Jordan

With two of the most magnificent sights in the Middle East, namely the ancient city of Petra and Wadi Rum’s spectacular desert scenery, this ancient Arab kingdom is a hospitable land packed with epic scenery.

Jordan is one of the great cultural centres of the Middle East with a rich historical heritage and breathtaking geographical features. With its desert castles, Islamic architecture and biblical connotations, Jordan offers a truly magical experience. A good place to start is capital city Amman, where a unique blend of old and new buildings dot the skyline. Top restaurants and artisan workshops rub shoulders in a city where the past is never far away. The downtown area is much older and more traditional, the perfect place to treat your loved one to some unique silver jewellery. The ruins of ancient Amman at the Citadel, the Roman Theatre and the impressive National Archaeological Museum are a must if you are to immerse yourselves in this diverse city.

The ancient city of Jerash lies on a plain, surrounded by hilly wooded areas and fertile basins. The city’s golden age came under Roman rule and it is generally acknowledged as one of the best preserved Roman towns in the world. Beneath its Graeco-Roman veneer of colonnaded streets, hilltop temples and spacious public squares, Jerash offers a subtle blend of East and West architecture, religion and language. The Jerash Festival held every July turns this ancient city into a cultural spectacular of folklore dancing, ballet and opera.

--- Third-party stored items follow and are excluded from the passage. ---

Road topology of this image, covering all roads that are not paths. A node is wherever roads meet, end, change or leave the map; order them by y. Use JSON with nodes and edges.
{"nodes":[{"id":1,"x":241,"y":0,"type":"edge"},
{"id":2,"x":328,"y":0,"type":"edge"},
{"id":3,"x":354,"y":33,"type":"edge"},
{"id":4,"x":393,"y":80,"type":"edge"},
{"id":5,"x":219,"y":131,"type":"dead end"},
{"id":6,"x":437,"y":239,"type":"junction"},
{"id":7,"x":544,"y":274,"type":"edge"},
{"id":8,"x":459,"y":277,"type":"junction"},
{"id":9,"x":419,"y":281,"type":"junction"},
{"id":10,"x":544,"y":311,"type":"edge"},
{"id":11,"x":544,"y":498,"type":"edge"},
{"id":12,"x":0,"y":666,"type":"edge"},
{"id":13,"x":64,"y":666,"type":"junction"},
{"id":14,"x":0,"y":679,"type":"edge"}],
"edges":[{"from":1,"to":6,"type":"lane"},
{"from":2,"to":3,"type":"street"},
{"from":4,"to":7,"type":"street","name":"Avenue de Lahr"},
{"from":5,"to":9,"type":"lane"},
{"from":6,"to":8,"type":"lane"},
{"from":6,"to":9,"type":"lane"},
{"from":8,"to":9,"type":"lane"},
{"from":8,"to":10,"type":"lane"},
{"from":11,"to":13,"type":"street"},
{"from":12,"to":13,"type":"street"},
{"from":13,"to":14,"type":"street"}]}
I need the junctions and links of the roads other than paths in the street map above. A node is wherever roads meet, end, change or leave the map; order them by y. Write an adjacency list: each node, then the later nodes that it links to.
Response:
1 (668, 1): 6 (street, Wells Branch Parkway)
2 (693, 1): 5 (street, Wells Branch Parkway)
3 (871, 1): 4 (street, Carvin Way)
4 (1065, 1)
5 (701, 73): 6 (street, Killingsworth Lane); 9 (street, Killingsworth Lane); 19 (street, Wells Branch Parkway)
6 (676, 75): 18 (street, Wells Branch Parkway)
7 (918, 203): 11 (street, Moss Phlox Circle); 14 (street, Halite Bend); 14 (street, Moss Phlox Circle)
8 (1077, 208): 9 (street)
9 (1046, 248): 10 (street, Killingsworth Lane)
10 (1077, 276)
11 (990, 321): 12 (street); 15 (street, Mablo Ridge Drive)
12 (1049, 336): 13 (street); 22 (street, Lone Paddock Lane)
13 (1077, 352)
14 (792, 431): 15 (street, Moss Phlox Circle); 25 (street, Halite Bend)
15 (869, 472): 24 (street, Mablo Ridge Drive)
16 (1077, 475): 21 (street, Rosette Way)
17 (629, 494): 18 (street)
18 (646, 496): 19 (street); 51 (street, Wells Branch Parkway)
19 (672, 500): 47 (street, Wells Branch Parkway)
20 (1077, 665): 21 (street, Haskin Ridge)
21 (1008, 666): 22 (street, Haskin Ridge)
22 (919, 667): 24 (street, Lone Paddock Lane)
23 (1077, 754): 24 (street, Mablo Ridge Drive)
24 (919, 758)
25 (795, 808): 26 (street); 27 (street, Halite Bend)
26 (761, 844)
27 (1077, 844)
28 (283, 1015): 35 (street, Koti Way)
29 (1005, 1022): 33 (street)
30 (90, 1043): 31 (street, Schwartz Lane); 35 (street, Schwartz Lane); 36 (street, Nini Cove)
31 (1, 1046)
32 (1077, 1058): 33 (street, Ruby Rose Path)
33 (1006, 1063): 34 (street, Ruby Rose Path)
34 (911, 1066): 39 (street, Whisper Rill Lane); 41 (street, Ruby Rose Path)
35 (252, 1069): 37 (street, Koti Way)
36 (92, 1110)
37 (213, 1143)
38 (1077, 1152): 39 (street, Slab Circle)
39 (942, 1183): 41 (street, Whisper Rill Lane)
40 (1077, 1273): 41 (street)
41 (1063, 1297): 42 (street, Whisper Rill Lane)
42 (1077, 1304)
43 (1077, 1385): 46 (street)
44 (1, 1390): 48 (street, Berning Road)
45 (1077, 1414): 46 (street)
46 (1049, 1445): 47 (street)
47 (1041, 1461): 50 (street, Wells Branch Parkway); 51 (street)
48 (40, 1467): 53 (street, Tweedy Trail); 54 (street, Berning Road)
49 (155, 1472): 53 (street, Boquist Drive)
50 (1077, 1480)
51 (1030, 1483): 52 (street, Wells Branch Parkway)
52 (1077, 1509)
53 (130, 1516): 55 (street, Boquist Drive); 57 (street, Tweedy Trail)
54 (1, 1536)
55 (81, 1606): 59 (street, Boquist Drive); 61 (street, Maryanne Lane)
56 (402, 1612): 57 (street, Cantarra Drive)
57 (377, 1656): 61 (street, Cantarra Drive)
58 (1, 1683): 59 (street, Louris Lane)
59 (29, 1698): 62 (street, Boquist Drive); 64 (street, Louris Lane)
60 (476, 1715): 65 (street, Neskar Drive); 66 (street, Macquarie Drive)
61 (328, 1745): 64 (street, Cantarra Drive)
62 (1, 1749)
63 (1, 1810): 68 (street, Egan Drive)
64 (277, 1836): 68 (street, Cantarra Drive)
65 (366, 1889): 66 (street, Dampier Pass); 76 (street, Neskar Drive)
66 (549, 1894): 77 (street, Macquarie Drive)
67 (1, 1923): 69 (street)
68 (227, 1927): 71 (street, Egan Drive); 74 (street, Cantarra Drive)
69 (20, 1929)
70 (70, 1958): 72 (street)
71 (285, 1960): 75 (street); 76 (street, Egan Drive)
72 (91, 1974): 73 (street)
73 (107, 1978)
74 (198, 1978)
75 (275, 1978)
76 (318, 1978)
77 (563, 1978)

North-west of Jerash through a beautiful pine forest and olive groves is the town of Ajloun. The beautifully preserved Castle of Ajloun offers splendid views into the Jordan Valley.  Madaba is best known for its historically significant Byzantine era mosaics. Close by is Mount Nebo where you can drive the route that the prophet Moses was forbidden to travel on by the King of Edom. The sanctuary at Nebo is Moses’ memorial and the presumed site of his death. It has been the centre for pilgrimages since early Christian times and from its apex you are afforded spectacular views of the Jordan valley, the Dead Sea and the rooftops of Jerusalem and Bethlehem. The ancient stronghold of Karak lies within the walls of the old city and is one of the highlights of Jordan. The castle dominates the town and is where the crusaders and Islamic Armies had their legendary battles.

The King’s Highway is one of Jordan’s most scenic roads, providing a rural glimpse of Jordan. Highlights of this route include the stunning Wadi Mujib, dubbed “Jordan’s Grand Canyon”.  One of Petra’s claims to fame is it featured in the final scene of “Indiana Jones and the Last Crusade” but the real joy of this place is wallowing in its beauty of vast rock formations and carved canyon walls. Indulge your taste for adventure in Wadi Musa. The Rum Visitor Centre permits you to travel deep into the desert for walks, sunset views and overnight camping. Wadi Rum is still the preserve of the Bedouin and their low black goat-hair tents can be seen dotting the landscape. During the First World War, T. E. Lawrence made his home in the valley and famously described Rum as ‘vast, echoing and God-like’.

The Dead Sea region provides the visitor with a plethora of choices, not least floating in the sea itself. This beautiful, dramatic area flanked by mountains to the east and Jerusalem to the west was once the home to five biblical cities including Sodom and Gomorrah. The Jordanian east coast of the Dead Sea has evolved into a major hub of both religious and health tourism. Excellent hotels with unrivalled spa facilities are available, although the sea itself with its healing and spiritual properties is the place to be.

Situated between Israel, Iraq, and Saudi Arabia, the Kingdom of Jordan is unexpectedly peaceful amid the turmoil of its neighbours and is a wonderful place to visit.